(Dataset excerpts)
-------------------------

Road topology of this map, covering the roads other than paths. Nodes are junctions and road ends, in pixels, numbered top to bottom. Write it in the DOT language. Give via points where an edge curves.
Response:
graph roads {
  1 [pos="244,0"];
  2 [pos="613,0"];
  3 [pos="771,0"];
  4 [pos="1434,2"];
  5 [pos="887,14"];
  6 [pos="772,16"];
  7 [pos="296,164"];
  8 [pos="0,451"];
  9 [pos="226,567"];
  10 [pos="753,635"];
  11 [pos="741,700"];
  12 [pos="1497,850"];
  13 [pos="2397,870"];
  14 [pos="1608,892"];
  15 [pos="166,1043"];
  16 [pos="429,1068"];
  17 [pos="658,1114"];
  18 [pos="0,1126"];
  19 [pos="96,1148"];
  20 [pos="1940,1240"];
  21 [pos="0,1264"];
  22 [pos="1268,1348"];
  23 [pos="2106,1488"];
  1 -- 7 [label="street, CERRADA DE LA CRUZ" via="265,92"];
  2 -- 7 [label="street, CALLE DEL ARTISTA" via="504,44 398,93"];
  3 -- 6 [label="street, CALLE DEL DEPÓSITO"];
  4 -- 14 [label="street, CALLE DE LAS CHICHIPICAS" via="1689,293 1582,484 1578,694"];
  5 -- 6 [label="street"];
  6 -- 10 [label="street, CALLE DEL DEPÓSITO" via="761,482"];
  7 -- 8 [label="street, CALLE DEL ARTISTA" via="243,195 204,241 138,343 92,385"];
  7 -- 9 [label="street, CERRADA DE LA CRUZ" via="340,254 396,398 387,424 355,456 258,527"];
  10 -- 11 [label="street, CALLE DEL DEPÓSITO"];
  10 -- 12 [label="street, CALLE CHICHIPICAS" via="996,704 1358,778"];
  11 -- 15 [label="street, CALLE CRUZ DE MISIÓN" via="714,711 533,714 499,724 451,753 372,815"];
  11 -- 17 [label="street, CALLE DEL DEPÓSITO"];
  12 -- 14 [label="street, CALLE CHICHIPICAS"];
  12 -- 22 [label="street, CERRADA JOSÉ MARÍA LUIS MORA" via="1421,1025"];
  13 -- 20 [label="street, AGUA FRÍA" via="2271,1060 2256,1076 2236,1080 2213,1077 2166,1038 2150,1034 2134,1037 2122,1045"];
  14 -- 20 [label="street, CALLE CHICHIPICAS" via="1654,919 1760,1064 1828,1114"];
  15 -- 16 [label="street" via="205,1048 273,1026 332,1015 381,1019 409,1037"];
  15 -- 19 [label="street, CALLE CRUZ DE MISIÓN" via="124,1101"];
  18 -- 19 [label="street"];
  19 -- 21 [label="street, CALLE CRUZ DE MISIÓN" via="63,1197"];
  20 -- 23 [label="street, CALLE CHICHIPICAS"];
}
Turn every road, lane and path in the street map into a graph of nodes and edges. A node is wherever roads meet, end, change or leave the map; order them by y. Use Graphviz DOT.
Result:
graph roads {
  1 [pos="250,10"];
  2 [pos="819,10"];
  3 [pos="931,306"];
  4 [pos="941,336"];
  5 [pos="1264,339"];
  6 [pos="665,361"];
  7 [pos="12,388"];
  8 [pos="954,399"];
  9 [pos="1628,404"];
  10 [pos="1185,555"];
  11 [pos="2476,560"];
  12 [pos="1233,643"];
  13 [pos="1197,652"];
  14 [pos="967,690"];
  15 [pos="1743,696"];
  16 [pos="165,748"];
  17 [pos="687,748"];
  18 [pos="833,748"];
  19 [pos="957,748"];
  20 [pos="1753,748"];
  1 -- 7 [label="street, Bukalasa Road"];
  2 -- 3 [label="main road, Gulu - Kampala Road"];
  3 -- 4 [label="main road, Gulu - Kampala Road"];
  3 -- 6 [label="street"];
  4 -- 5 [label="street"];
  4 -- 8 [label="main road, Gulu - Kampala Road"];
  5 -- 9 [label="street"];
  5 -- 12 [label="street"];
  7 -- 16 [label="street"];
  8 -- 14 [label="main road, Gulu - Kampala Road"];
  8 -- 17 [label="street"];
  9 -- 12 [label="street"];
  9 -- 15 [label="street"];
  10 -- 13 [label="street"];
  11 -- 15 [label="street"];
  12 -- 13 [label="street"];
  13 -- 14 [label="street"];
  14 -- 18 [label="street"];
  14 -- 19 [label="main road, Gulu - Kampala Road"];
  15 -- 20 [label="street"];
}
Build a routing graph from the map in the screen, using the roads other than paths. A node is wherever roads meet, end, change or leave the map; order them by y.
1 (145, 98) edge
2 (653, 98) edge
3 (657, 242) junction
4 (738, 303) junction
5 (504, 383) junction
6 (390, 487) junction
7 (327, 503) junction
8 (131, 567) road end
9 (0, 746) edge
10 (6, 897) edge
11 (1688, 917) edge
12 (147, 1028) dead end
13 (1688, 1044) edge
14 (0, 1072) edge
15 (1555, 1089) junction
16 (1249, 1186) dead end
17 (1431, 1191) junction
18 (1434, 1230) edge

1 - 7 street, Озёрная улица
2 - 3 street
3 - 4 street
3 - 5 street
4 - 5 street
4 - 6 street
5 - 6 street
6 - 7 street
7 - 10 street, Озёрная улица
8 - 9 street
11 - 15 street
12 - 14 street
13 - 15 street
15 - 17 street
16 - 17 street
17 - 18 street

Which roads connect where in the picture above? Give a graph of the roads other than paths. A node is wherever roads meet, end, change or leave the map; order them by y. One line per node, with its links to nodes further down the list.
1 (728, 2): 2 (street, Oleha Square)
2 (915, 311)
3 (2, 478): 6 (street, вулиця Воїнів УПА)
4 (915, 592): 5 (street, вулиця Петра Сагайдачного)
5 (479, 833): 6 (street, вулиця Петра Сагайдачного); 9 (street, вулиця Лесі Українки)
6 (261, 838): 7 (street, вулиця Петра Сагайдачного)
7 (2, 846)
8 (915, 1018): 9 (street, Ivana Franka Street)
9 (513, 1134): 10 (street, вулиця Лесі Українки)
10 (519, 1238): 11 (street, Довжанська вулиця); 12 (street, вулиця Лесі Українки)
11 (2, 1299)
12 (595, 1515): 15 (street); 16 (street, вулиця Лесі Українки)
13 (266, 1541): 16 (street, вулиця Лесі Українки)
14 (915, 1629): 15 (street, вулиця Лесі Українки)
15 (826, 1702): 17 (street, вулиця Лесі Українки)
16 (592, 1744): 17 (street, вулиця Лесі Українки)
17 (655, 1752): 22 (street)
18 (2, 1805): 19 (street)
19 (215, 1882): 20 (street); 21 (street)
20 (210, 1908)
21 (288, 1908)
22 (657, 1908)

-------------------------

__Goal of the exercise__: Check each line of the records above, and copy those that hold the word "Gulu".

__Reply to the task__:
  2 -- 3 [label="main road, Gulu - Kampala Road"];
  3 -- 4 [label="main road, Gulu - Kampala Road"];
  4 -- 8 [label="main road, Gulu - Kampala Road"];
  8 -- 14 [label="main road, Gulu - Kampala Road"];
  14 -- 19 [label="main road, Gulu - Kampala Road"];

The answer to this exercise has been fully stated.